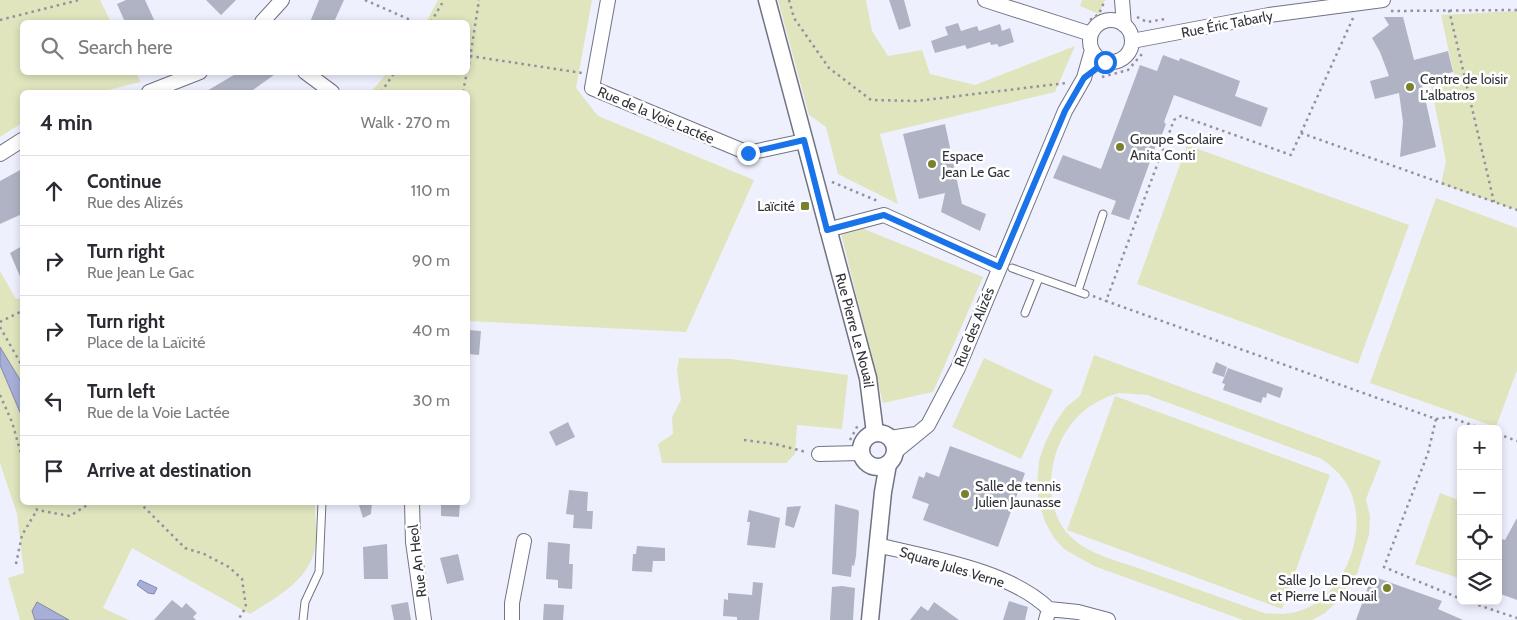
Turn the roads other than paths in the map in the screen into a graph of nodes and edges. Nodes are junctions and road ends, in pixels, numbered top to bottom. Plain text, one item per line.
1 (282, 0) edge
2 (608, 0) edge
3 (766, 0) edge
4 (985, 0) edge
5 (1115, 0) edge
6 (1122, 0) edge
7 (1382, 6) edge
8 (264, 20) edge
9 (1107, 21) junction
10 (1124, 25) junction
11 (1091, 34) junction
12 (1132, 41) junction
13 (1092, 50) junction
14 (1105, 62) junction
15 (192, 75) edge
16 (309, 75) edge
17 (1084, 78) junction
18 (154, 90) edge
19 (329, 90) edge
20 (804, 140) junction
21 (20, 141) edge
22 (0, 154) edge
23 (1103, 214) dead end
24 (827, 230) junction
25 (1005, 268) junction
26 (1039, 278) junction
27 (1025, 313) dead end
28 (880, 451) junction
29 (820, 454) road end
30 (322, 505) edge
31 (412, 505) edge
32 (524, 541) dead end
33 (877, 545) junction
34 (1048, 614) edge
35 (303, 620) edge
36 (424, 620) edge
37 (512, 620) edge
38 (870, 620) edge
39 (1108, 620) edge

1 - 8 street
2 - 20 street, Rue de la Voie Lactée
3 - 20 street
4 - 11 street
5 - 9 street
6 - 10 street
7 - 12 street, Rue Éric Tabarly
9 - 10 street
9 - 11 street
10 - 12 street
11 - 13 street
12 - 14 street
13 - 14 street
13 - 17 street, Rue des Alizés
14 - 17 street, Rue des Alizés
15 - 18 street
16 - 19 street
17 - 25 street, Rue des Alizés
20 - 24 street, Rue Pierre Le Nouail
21 - 22 street
23 - 26 lane
24 - 25 street
24 - 28 street, Rue Pierre Le Nouail
25 - 26 lane
25 - 28 street, Rue des Alizés
26 - 27 lane
28 - 29 street
28 - 33 street, Rue Pierre Le Nouail
30 - 35 lane
31 - 36 street, Rue An Heol
32 - 37 street
33 - 34 street, Square Jules Verne
33 - 38 street, Rue Pierre Le Nouail
34 - 39 street, Square Jules Verne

## What you need to do:
Every line of the data above should be repeated exactly. Omit the pictures.

## Written solution:
Turn the roads other than paths in the map in the screen into a graph of nodes and edges. Nodes are junctions and road ends, in pixels, numbered top to bottom. Plain text, one item per line.
1 (282, 0) edge
2 (608, 0) edge
3 (766, 0) edge
4 (985, 0) edge
5 (1115, 0) edge
6 (1122, 0) edge
7 (1382, 6) edge
8 (264, 20) edge
9 (1107, 21) junction
10 (1124, 25) junction
11 (1091, 34) junction
12 (1132, 41) junction
13 (1092, 50) junction
14 (1105, 62) junction
15 (192, 75) edge
16 (309, 75) edge
17 (1084, 78) junction
18 (154, 90) edge
19 (329, 90) edge
20 (804, 140) junction
21 (20, 141) edge
22 (0, 154) edge
23 (1103, 214) dead end
24 (827, 230) junction
25 (1005, 268) junction
26 (1039, 278) junction
27 (1025, 313) dead end
28 (880, 451) junction
29 (820, 454) road end
30 (322, 505) edge
31 (412, 505) edge
32 (524, 541) dead end
33 (877, 545) junction
34 (1048, 614) edge
35 (303, 620) edge
36 (424, 620) edge
37 (512, 620) edge
38 (870, 620) edge
39 (1108, 620) edge

1 - 8 street
2 - 20 street, Rue de la Voie Lactée
3 - 20 street
4 - 11 street
5 - 9 street
6 - 10 street
7 - 12 street, Rue Éric Tabarly
9 - 10 street
9 - 11 street
10 - 12 street
11 - 13 street
12 - 14 street
13 - 14 street
13 - 17 street, Rue des Alizés
14 - 17 street, Rue des Alizés
15 - 18 street
16 - 19 street
17 - 25 street, Rue des Alizés
20 - 24 street, Rue Pierre Le Nouail
21 - 22 street
23 - 26 lane
24 - 25 street
24 - 28 street, Rue Pierre Le Nouail
25 - 26 lane
25 - 28 street, Rue des Alizés
26 - 27 lane
28 - 29 street
28 - 33 street, Rue Pierre Le Nouail
30 - 35 lane
31 - 36 street, Rue An Heol
32 - 37 street
33 - 34 street, Square Jules Verne
33 - 38 street, Rue Pierre Le Nouail
34 - 39 street, Square Jules Verne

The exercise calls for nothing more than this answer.